Il est 8h , j’ouvre une bière, je suce un bonbon, j’entre au bureau. Des clients submergés par les crédits défilent. Ils me voient comme un dieu capable de régler leurs problèmes, capable de les sauver. Moi, qui me sauvera? Une femme, la soixantaine, décoiffée, le visage encore sous le choc de sa condamnation. Deux ans fermes pour un chèque sans provision. Elle n’a pas de quoi rembourser. Elle est en panique, elle pleure dans mon bureau, j’ai envie de pleurer avec elle, de la prendre dans mes bras, de lui dire qu’on pourra s’en sortir, que la vie, c’est des hauts et des bas. Mais je ne dis rien, je ne fais rien. Le calcul, c’est le calcul. Elle a fait un mauvais calcul. Je ne peux pas prendre de risque avec mon statut social.

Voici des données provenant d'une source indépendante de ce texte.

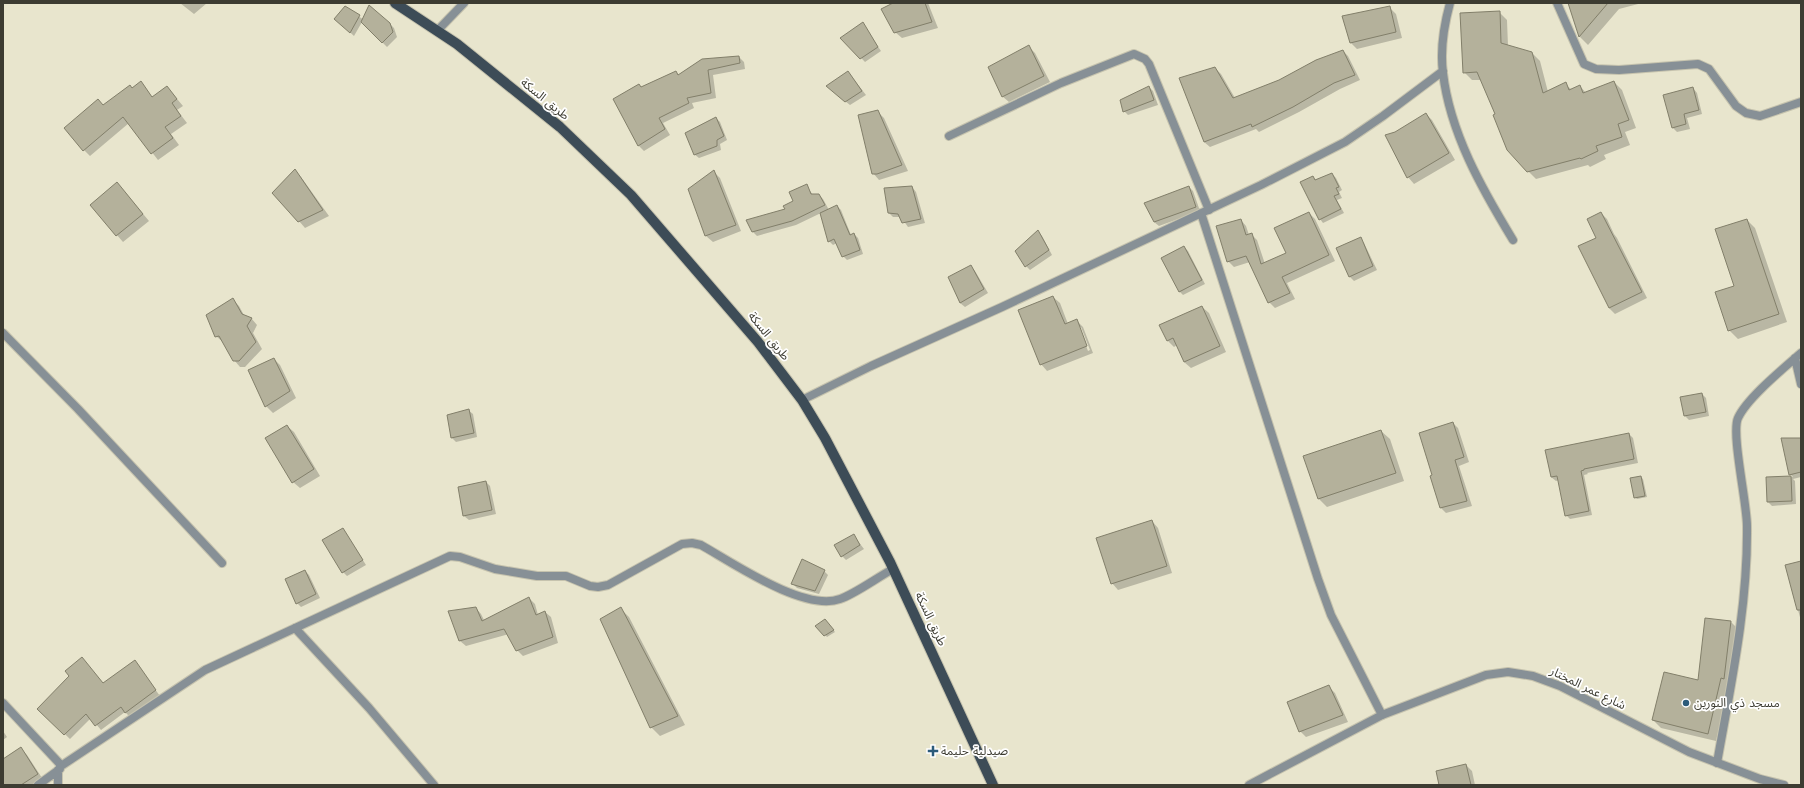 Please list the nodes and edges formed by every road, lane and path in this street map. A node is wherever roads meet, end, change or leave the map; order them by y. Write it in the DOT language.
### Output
graph roads {
  1 [pos="395,3"];
  2 [pos="464,3"];
  3 [pos="1450,3"];
  4 [pos="1557,3"];
  5 [pos="437,31"];
  6 [pos="1443,71"];
  7 [pos="1801,102"];
  8 [pos="949,136"];
  9 [pos="1205,211"];
  10 [pos="1513,240"];
  11 [pos="3,334"];
  12 [pos="1798,355"];
  13 [pos="1801,384"];
  14 [pos="802,400"];
  15 [pos="222,563"];
  16 [pos="893,569"];
  17 [pos="295,628"];
  18 [pos="3,703"];
  19 [pos="1382,715"];
  20 [pos="1717,763"];
  21 [pos="60,768"];
  22 [pos="38,785"];
  23 [pos="58,785"];
  24 [pos="434,785"];
  25 [pos="993,785"];
  26 [pos="1249,785"];
  27 [pos="1784,785"];
  1 -- 5 [label="main road, طريق السكة"];
  2 -- 5 [label="street"];
  3 -- 6 [label="street"];
  4 -- 7 [label="street"];
  5 -- 14 [label="main road, طريق السكة"];
  6 -- 9 [label="street"];
  6 -- 10 [label="street"];
  8 -- 9 [label="street"];
  9 -- 14 [label="street"];
  9 -- 19 [label="street"];
  11 -- 15 [label="street"];
  12 -- 13 [label="street"];
  12 -- 20 [label="street"];
  14 -- 16 [label="main road, طريق السكة"];
  16 -- 17 [label="street"];
  16 -- 25 [label="main road, طريق السكة"];
  17 -- 21 [label="street"];
  17 -- 24 [label="street"];
  18 -- 21 [label="street"];
  19 -- 20 [label="street, شارع عمر المختار"];
  19 -- 26 [label="street, شارع عمر المختار"];
  20 -- 27 [label="street, شارع عمر المختار"];
  21 -- 22 [label="street"];
  21 -- 23 [label="street"];
}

Banquier et alcoolique fait moins paria que pauvre et alcoolique. Pourtant à la caisse du Magasin Général on est côte à côté. Il y a l’ouvrier, le banquier, l’intello, l’étudiant, le fonctionnaire….nous , nos packs de bières dans les mains et notre impatience au fond de la gorge.

Je sors du bureau, je vais à la voiture, je bois une deuxième bière, je suce un deuxième bonbon, un pote m’appelle pour le programme de ce soir.  Je vous laisse deviner le programme.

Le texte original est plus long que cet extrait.